2

I have very little understanding of C++ streams and its handling of Unicode, trying to understand why code someone else wrote behaves in this way. I'd be very grateful if someone could explain to me what is going on.


MCVE:

#include <string>
#include <iostream>

int main() {
  std::basic_string<wchar_t> line;
  std::locale::global(std::locale("")); // This
  std::wcout.imbue(std::locale(""));    // This
  std::wcin.imbue(std::locale(""));     // This
  for (;;) {
    std::getline(std::wcin, line);
    if (std::wcin.eof()) {
      std::wcout << L"EOF" << std::endl;
      break;
    }
    std::wcout << line << std::endl;
  }
}

Sample input test.txt:

( ) ライン
second line

EDIT: Hexdump of test.txt:

$ xxd test.txt
00000000: 2820 2920 e383 a9e3 82a4 e383 b30a 7365  ( ) ..........se
00000010: 636f 6e64 206c 696e 650a                 cond line.

Results

On a CentOS server, this is the result (1):

$ ./a.out < test.txt
( ) ライン
second line
EOF

On my Mac though (2):

$ ./a.out < test.txt
( )  EOF

If I comment out the three marked locale lines, Redhat outputs (3):

$ ./a.out < test.txt
EOF

while Mac outputs (4):

$ ./a.out < test.txt
( ) ライン
second line
EOF

Questions

  • Why does the second (2) result detect EOF mid-line?

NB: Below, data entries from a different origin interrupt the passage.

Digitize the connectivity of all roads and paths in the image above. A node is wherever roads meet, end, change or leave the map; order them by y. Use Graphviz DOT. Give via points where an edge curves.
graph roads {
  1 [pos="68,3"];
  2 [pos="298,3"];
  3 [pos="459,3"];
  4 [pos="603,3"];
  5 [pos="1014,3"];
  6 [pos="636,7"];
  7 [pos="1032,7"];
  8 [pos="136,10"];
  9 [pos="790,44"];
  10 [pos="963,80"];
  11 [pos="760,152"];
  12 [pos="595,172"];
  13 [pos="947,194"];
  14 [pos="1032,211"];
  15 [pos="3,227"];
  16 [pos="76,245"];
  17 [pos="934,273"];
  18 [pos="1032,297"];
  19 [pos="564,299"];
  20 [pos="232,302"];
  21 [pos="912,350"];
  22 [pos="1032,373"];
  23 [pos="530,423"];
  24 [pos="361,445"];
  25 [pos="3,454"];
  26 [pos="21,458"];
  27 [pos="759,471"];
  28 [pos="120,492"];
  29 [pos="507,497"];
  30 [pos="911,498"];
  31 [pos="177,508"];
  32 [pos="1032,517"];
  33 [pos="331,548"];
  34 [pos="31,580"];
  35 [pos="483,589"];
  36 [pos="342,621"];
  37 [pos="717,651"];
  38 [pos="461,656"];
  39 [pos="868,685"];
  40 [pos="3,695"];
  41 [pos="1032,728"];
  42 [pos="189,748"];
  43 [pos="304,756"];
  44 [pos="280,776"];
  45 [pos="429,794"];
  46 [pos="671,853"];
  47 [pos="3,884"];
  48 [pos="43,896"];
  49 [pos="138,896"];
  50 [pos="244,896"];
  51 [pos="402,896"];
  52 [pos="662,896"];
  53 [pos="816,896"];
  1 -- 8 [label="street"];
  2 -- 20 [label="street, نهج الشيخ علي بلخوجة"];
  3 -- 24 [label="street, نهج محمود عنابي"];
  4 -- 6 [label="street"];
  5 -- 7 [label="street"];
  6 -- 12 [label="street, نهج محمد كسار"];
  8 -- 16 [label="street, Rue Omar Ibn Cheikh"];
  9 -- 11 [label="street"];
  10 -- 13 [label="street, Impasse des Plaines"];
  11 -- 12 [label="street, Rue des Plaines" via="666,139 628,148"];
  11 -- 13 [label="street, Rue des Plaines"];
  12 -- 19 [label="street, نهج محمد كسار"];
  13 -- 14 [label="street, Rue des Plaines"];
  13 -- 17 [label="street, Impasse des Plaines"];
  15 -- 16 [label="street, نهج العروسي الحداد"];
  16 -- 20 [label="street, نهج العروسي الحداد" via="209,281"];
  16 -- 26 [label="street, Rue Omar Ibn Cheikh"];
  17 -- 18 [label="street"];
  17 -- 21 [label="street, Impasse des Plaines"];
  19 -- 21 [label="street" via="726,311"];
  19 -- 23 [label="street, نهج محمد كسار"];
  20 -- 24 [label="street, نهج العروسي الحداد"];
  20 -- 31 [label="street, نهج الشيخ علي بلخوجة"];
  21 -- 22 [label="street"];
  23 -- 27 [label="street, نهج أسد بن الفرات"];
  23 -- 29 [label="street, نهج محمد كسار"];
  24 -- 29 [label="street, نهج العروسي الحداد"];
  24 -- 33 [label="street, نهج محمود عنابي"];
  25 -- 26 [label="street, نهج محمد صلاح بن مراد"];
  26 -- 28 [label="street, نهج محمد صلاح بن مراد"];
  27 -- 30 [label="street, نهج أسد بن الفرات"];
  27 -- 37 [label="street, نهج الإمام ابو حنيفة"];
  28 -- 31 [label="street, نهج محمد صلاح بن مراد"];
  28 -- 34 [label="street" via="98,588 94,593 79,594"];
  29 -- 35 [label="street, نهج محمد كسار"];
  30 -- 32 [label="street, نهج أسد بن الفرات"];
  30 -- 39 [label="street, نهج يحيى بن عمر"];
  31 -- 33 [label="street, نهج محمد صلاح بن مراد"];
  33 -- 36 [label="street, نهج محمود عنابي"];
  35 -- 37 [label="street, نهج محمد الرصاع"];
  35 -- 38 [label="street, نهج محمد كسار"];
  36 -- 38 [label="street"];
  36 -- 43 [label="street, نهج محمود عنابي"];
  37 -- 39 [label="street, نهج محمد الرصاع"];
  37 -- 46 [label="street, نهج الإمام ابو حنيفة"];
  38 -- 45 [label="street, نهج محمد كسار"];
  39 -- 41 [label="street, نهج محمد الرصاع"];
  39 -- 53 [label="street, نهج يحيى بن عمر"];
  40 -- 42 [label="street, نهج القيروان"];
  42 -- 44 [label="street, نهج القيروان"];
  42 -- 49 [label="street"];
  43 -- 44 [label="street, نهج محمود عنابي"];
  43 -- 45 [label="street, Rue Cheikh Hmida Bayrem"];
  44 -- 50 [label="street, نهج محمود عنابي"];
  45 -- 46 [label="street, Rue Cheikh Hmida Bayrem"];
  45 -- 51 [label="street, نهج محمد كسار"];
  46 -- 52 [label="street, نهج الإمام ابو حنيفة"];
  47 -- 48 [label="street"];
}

Where does the second space before EOF come from? (This result baffles me the most.)
  • Why does the third (3) result detect EOF immediately?
  • Most importantly: What to do to always consistently get the first (1) or last result (4)?

Environment

Here is the environment for both machines:

CentOS Linux release 7.5.1804 (Core):

$ c++ --version
c++ (GCC) 4.8.5 20150623 (Red Hat 4.8.5-28)
Copyright (C) 2015 Free Software Foundation, Inc.
This is free software; see the source for copying conditions.  There is NO
warranty; not even for MERCHANTABILITY or FITNESS FOR A PARTICULAR PURPOSE.

$ locale
LANG=en_US.UTF-8
LC_CTYPE="en_US.UTF-8"
LC_NUMERIC="en_US.UTF-8"
LC_TIME="en_US.UTF-8"
LC_COLLATE="en_US.UTF-8"
LC_MONETARY="en_US.UTF-8"
LC_MESSAGES="en_US.UTF-8"
LC_PAPER="en_US.UTF-8"
LC_NAME="en_US.UTF-8"
LC_ADDRESS="en_US.UTF-8"
LC_TELEPHONE="en_US.UTF-8"
LC_MEASUREMENT="en_US.UTF-8"
LC_IDENTIFICATION="en_US.UTF-8"
LC_ALL=en_US.UTF-8

macOS Big Sur (version 11.6):

$ c++ --version
Apple clang version 12.0.5 (clang-1205.0.22.11)
Target: x86_64-apple-darwin20.6.0
Thread model: posix
InstalledDir: /Library/Developer/CommandLineTools/usr/bin

$ locale
LANG="en_US.UTF-8"
LC_COLLATE="en_US.UTF-8"
LC_CTYPE="en_US.UTF-8"
LC_MESSAGES="en_US.UTF-8"
LC_MONETARY="en_US.UTF-8"
LC_NUMERIC="en_US.UTF-8"
LC_TIME="en_US.UTF-8"
LC_ALL="en_US.UTF-8"

Bonus

One additional puzzle. If I change the input to this (i.e. just add two more spaces inside the parentheses):

(   ) ライン
second line

the original (uncommented) code outputs this on Mac:

$ ./a.out < test.txt
(   )   ララライ翕翕ン
second line
EOF

Those are not artifacts of a messed-up terminal; all those extra characters are actually there:

$ ./a.out < test.txt | xxd
00000000: 2820 2020 2920 2020 e383 a9e3 83a9 e383  (   )   ........
00000010: a9e3 82a4 e7bf b7e7 bfb7 e383 b30a 7365  ..............se
00000020: 636f 6e64 206c 696e 650a 454f 460a       cond line.EOF.

Like... what?

EDIT In response to Giacomo Catenazzi's comment, I changed EOF printing from char to wide, which did fix one weirdness regarding input. My core issue is with reading wcin though, which proves to be unrelated.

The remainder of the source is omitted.